Surrounded by smiles and hopes and comforted by the band on my finger.

There was something here.

It was here, it was brewing.

That recent night where we got in a fight, I don’t even know what it was about,

you know the one when I flung the pizza dough in the sink and said, you do it,

and I went for a drive?

The whole time I was driving I kept thinking,

I don’t want to be married anymore,

I don’t want to be married anymore,

I don’t want to be married anymore,

like a mantra, like a real peek into the desire,

like a prayer.

Holy Mary full of grace, I made a mistake,

is it a mistake?

Why does all of it feel fuzzy and messy and scattered?

I put him outside of these lines and he’s a decent fellow,

a kind heart, actually a true Blue, golden souled kinda person.

He’s that kind of person that turns lights off for me every night,

he’s the kind of person who lets himself get lied to,

not needing to feel important, or make another feel smaller,

he’s got those kind of bones that turns to you in earnest and his eyes are open and he says

things like I learned this the other day and I was reading this,

he writes his children that being a man, being a person is about letting others have more than you do

and it’s no skin off your nose because it’s all good.

He’s good.

Like really good, like that kind of good that isn’t packaged in the way you thought it would be,

but goes down just right when the truthfulness strikes you.

But it’s loud here,

loud in the mix of children and 401k expectations and spreadsheets

and who is unloading the goddamn dishwasher and daycare schedules

and now we have to fuck one another?

It’s exhausting in all it’s expectations.

I looked him in the eye and said I don’t think that I was cut out for this marriage thing bub.
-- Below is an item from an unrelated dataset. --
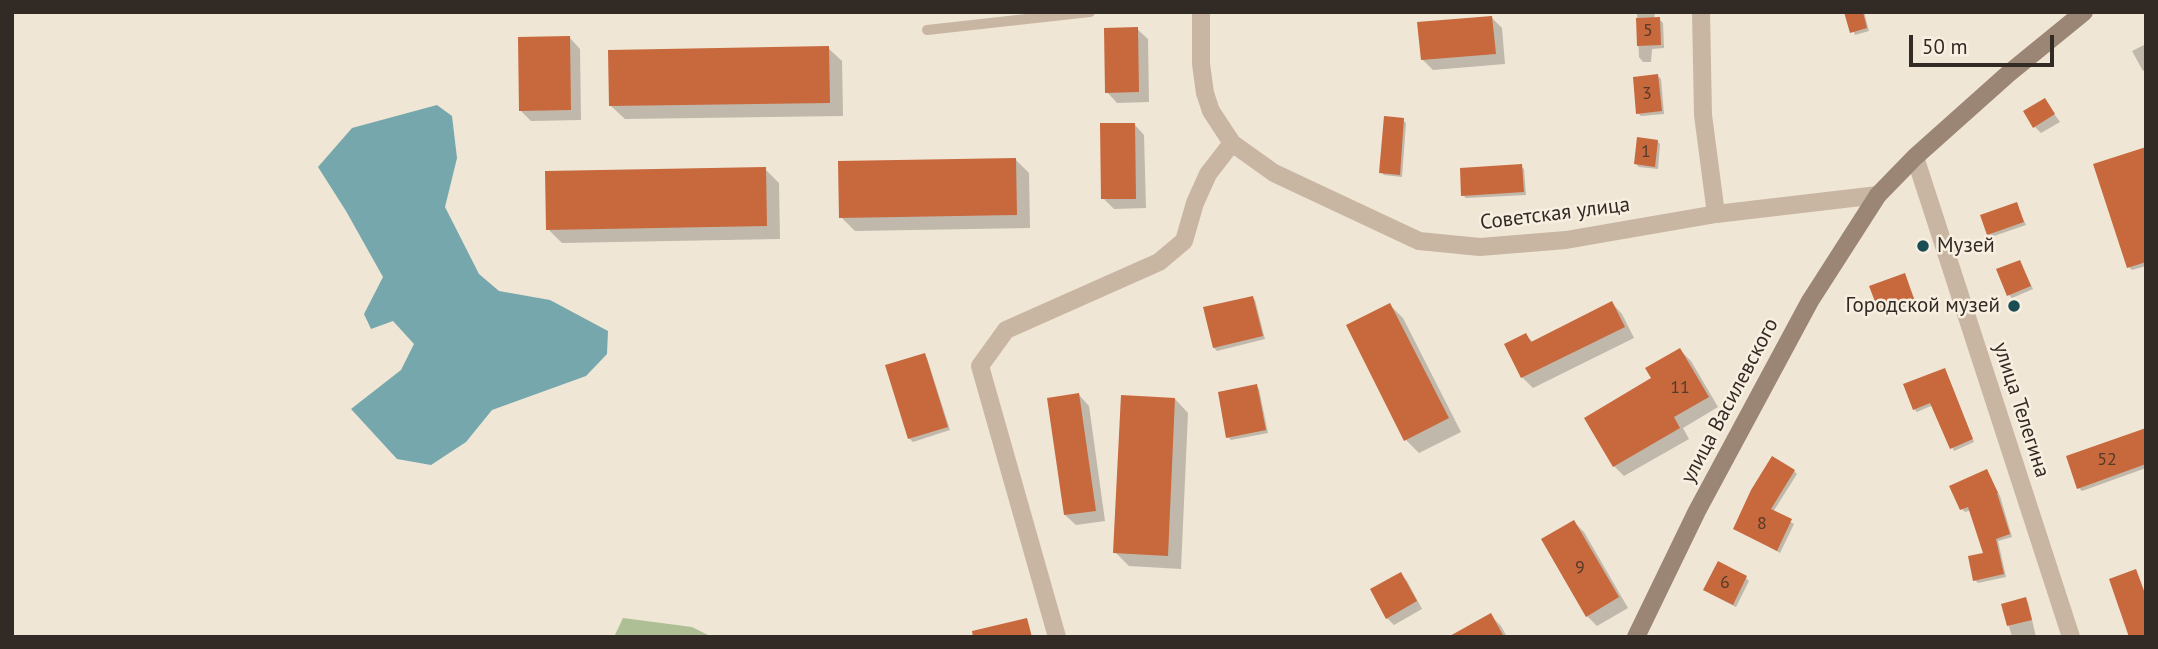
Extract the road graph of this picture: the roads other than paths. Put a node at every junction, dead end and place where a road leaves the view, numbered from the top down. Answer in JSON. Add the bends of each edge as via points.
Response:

At first he got weary, at first he was concerned,

I cut him deeply,

I said it again without humor,

with as much compassion and salve as I could muster,

I said it again and again,

I don’t want to hurt you and I’m tired of thinking there is something wrong with me,

or something wrong with you,

I wonder, could it be, just wait a minute, is this whole system kinda, like,

I don’t know, a little bit set up to keep up huffing and puffing and failing?

Keep us distracted?

The next time I said in earnest, in love,

hey bud, I really don’t think I was cut out for this whole marriage thing,

he said, you know what?

The more I think about it, I don’t think I was cut out for it either.

Then we laughed.

And he pleased me by candle light and I tasted myself on his mouth

and we drank deeply

and I said let’s unmarry.

He said I don’t know what’s next for us,

I can see behind it a little more now.

I said it was never meant to be the thing, I can’t do the pressure on this marriage anymore.

One person to fulfill it all, children to be my everything,

and if I tried harder and if I spoke better and if,

and if, and if

then this, then this, then this,

it’s a great scheme and I want out of it.

He said I was taught to save you and you were taught you needed saving.

I said speak for yourself, and yes, yes,

I was taught to hide behind you and when I didn’t want to do it I had to punish you or myself.

I’m sorry.

Me too he says.

Don’t leave me I whisper,

he laughs, kisses my eyeballs,

I’m going for a run, want your water?

Yes, I say, thank you, yes,

I pray, bring me water, bring me fruit, bring me gifts to feast on,

bring me yourself and I’ll bring myself and we shall see.